Shield law down, but not out
From the Summer 2008 issue of The News Media & The Law, page 10.
One more thing to blame on the price of gas: A last-minute, late-July push for a Senate vote on the proposed federal shield law sputtered amid a partisan stand-off over oil drilling.
In a layering of procedural maneuvers, the Senate vote failed to end debate on the proposed reporter’s shield law and move to a vote on the bill. Republican opponents said they did not want the shield law to distract from the energy debate in the closing hours before the Senate’s August recess.
And so watchers of Senate Bill 2035 look toward the window of lawmaking time once Congress returns in September.
“We’re disappointed, but we’re not surprised by the outcome,” said Paul Boyle, vice president for government affairs at the Newspaper Association of America.
He noted that the law wasn’t defeated on the merits but rather stalled on a procedural vote — and the year isn’t over yet: “I think there’s a good chance that it will pass, but there’s a lot of work that needs to be done to make sure it stays” on the Senate agenda in the fall.
The Free Flow of Information Act would offer journalists qualified protection against having to testify in court and reveal confidential sources. The House overwhelmingly passed its own version of the shield law last fall.
If it does succeed this year, the Senate bill would likely first have to survive a spray of amendments, and it would still have to be resolved with the House version.
As it stands now, Senate Bill 2035 bars the government from compelling a journalist to testify or out confidential sources unless a leak of classified information has harmed national security, or unless the information is crucial to a legal case and all other means of getting it have been exhausted.
Other exceptions to the reporter’s shield in the bill include preventing a murder or kidnapping, or an act of terrorism.
A journalist is defined by what she does rather than whether she gets paid.
“At this point in our view the bill is solid,” Boyle said, “but it can’t get weaker.”
Despite a chorus of concerns from the Bush Administration and the Defense Department over a shield law’s impact on national security, Boyle and others say the bill has broad bipartisan support. Sens. John McCain (R-Ariz.) and Barack Obama (D-Ill.), the presumptive presidential nominees of both parties, favor a reporter’s shield law.
And four Republican Senators joined the bulk of Democrats voting 51 to 43 to proceed with the bill on July 30. Sixty votes were needed for it to pass.

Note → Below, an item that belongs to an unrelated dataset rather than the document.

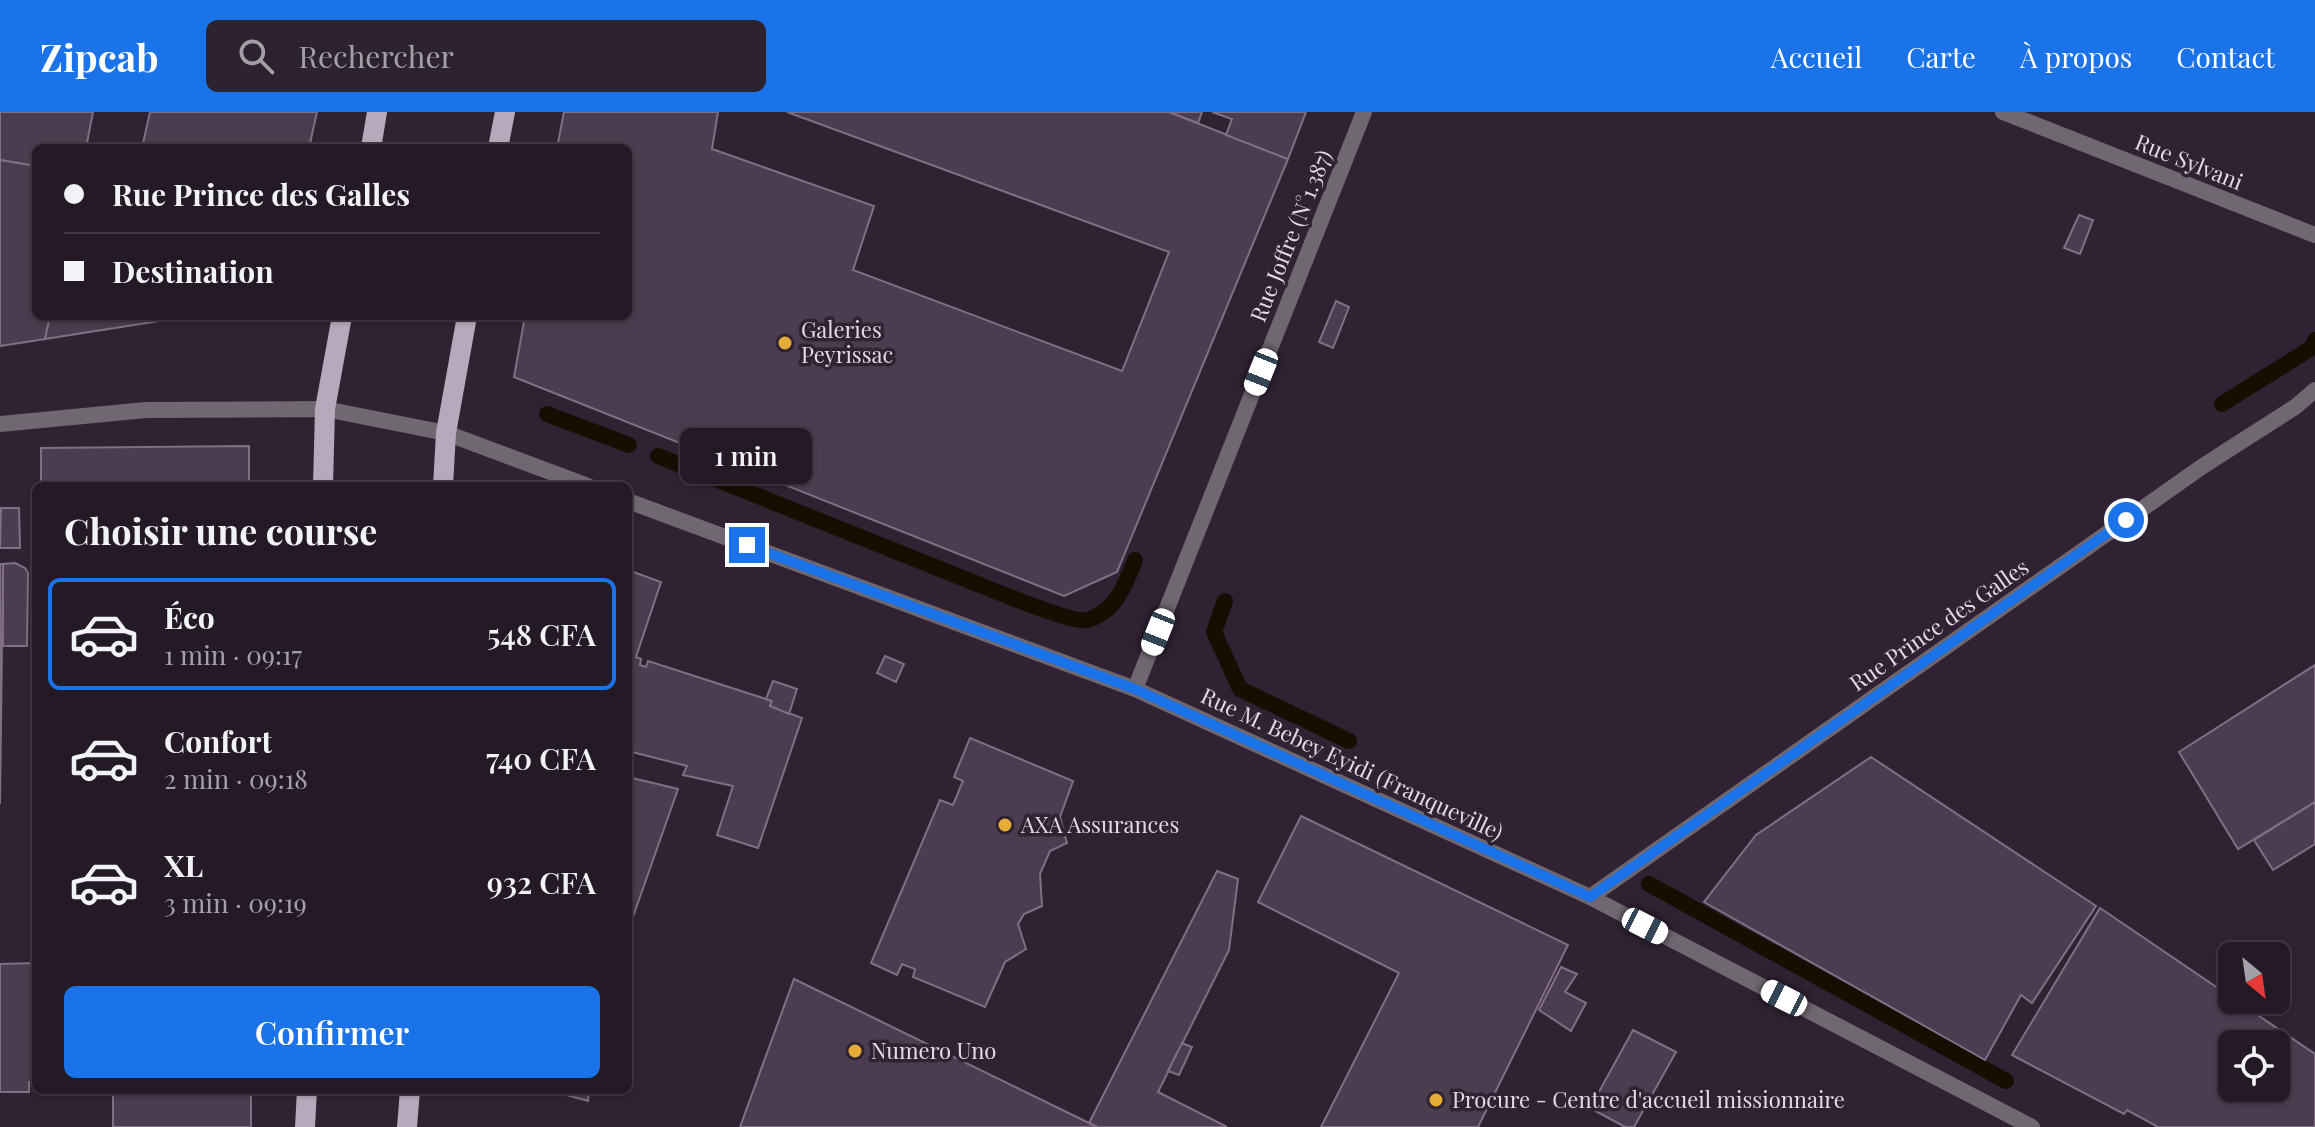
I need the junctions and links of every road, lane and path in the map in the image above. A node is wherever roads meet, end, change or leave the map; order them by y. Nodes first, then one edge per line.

Nor has President Bush said he would veto the bill, Boyle said. But a week before the Senate vote, Attorney General Michael Mukasey told members of the House Judiciary Committee he could not support a law that “will essentially do more to protect leakers than it does to protect journalists.”
Mukasey questioned whether the bill would require the government to disclose classified information in order to get a reporter to testify. He also faulted provisions that would have the government prove a potential national security threat outweighs the value of unfettered newsgathering.
Indeed, national security was a topic of concern for the few Republicans who spoke out against the bill on the Senate floor in late July. Sen. John Cornyn of Texas said it offers inadequate protection to bloggers, and wondered whether “a jihadist or someone, let’s say, from al-Jazeera,” the Qatar-based news network, could pose as a reporter and avoid having to testify before a grand jury.
Sen. Arlen Specter, a Republican sponsor of the bill, countered that reporters are being intimidated as more and more prosecutors rely on them as investigative tools. He worried that if the bill did not come up for a vote quickly, it would not pass this year.
“There is no doubt about the extremely high value in our society of a free press and an investigative press for the disclosure of corruption, malfeasance and wrongdoing at all levels in public life and in private life,” Specter said.
Boyle, too, said the bill is becoming urgent as prosecutors, even at the state and local levels — perhaps taking the cue from federal authorities and the high-profile contempt cases against former USA Today reporter Toni Locy and former New York Times reporter Judy Miller — are serving journalists with more and more subpoenas.
Reporters may be to the point of weighing whether it’s worth it to pursue a controversial story at all, he said, for fear of facing jail time if they are subpoenaed.
“Does that have a chilling effect? I think it does,” Boyle said. “I think people are going to say, ‘Is this worth pursuing?’ That’s not what we want in our society.”